[[ Information given open ]]
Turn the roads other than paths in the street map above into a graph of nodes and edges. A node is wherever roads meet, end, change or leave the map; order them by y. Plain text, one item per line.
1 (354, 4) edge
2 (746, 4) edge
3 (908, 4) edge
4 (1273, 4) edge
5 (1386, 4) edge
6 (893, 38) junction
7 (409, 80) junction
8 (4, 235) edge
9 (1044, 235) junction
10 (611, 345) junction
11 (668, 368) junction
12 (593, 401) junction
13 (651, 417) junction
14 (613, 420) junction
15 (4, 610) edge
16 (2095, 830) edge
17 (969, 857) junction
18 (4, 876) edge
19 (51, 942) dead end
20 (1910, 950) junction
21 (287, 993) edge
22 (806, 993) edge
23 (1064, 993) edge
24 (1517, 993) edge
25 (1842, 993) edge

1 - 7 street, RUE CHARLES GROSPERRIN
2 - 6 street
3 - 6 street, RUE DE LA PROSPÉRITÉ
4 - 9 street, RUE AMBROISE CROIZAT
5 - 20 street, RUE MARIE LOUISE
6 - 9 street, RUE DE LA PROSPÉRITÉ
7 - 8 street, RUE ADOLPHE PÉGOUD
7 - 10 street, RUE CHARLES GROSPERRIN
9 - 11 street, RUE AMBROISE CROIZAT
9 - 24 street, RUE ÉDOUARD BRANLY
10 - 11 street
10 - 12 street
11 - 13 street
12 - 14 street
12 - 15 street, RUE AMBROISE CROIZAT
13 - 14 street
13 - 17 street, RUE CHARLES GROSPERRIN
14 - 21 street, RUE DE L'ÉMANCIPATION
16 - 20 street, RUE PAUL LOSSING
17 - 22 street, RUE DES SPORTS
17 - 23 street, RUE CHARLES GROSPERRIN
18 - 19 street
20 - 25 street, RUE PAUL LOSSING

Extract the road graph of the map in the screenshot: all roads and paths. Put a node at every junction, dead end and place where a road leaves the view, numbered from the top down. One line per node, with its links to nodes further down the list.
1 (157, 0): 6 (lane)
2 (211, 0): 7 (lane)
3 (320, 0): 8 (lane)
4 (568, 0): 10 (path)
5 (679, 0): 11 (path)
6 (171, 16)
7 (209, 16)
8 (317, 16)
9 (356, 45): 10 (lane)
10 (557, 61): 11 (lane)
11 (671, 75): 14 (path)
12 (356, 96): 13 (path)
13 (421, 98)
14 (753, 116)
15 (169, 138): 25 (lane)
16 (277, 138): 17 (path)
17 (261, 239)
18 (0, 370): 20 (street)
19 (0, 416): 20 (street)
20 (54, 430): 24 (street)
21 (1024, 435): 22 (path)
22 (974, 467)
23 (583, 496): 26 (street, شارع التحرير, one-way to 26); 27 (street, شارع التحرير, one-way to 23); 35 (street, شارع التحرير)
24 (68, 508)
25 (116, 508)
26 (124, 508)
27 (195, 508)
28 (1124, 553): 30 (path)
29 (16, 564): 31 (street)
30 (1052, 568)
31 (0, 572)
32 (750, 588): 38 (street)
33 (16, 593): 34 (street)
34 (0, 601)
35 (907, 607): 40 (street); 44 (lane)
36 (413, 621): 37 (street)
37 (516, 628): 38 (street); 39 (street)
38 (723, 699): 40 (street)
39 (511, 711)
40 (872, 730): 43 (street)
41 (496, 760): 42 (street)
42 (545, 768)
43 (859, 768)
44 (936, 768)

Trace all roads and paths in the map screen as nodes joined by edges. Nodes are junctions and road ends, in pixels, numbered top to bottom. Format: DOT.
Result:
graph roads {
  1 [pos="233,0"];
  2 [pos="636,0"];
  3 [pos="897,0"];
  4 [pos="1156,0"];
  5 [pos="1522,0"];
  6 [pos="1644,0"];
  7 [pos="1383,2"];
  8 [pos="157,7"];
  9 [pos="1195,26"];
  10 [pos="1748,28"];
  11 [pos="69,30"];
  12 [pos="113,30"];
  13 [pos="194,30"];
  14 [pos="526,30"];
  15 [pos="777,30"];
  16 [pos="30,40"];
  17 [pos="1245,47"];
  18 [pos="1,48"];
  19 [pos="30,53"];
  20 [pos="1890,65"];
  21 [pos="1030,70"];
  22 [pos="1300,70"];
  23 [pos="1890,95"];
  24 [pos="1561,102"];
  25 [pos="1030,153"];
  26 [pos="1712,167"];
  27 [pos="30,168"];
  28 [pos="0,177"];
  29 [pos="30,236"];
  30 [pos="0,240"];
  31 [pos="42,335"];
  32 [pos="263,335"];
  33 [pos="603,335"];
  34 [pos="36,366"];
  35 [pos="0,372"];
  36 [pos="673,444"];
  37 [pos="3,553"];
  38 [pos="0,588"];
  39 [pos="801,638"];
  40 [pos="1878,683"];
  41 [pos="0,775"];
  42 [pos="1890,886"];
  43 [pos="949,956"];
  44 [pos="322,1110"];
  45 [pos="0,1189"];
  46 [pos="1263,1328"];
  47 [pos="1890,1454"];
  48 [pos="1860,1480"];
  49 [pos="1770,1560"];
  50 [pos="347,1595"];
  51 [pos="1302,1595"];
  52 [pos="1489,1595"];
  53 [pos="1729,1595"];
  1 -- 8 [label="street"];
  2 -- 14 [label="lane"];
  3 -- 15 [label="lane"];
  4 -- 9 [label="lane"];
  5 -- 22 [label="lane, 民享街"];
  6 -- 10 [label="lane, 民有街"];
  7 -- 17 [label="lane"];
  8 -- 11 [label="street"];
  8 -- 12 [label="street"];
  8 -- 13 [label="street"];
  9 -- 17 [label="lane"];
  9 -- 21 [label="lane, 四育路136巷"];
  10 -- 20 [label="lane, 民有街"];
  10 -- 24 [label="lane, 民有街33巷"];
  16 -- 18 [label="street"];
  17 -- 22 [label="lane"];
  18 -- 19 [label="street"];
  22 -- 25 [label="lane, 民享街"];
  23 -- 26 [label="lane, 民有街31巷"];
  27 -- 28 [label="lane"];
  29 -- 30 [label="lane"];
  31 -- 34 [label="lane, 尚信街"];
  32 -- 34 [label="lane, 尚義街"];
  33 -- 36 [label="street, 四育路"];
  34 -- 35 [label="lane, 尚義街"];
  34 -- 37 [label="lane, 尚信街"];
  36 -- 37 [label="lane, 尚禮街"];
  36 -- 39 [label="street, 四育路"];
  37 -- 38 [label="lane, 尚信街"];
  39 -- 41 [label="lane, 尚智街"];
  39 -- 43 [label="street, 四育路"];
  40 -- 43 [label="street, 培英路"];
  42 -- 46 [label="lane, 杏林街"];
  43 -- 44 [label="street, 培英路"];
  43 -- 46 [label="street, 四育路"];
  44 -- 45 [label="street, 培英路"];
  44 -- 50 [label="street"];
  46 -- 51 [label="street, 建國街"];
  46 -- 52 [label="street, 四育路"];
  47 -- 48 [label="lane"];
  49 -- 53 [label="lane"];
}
[[ Information given closed ]]
* **What you should do**: Could you work out how many lines in the records include "paths"? Answer with the number only.

* **Expected output**: 3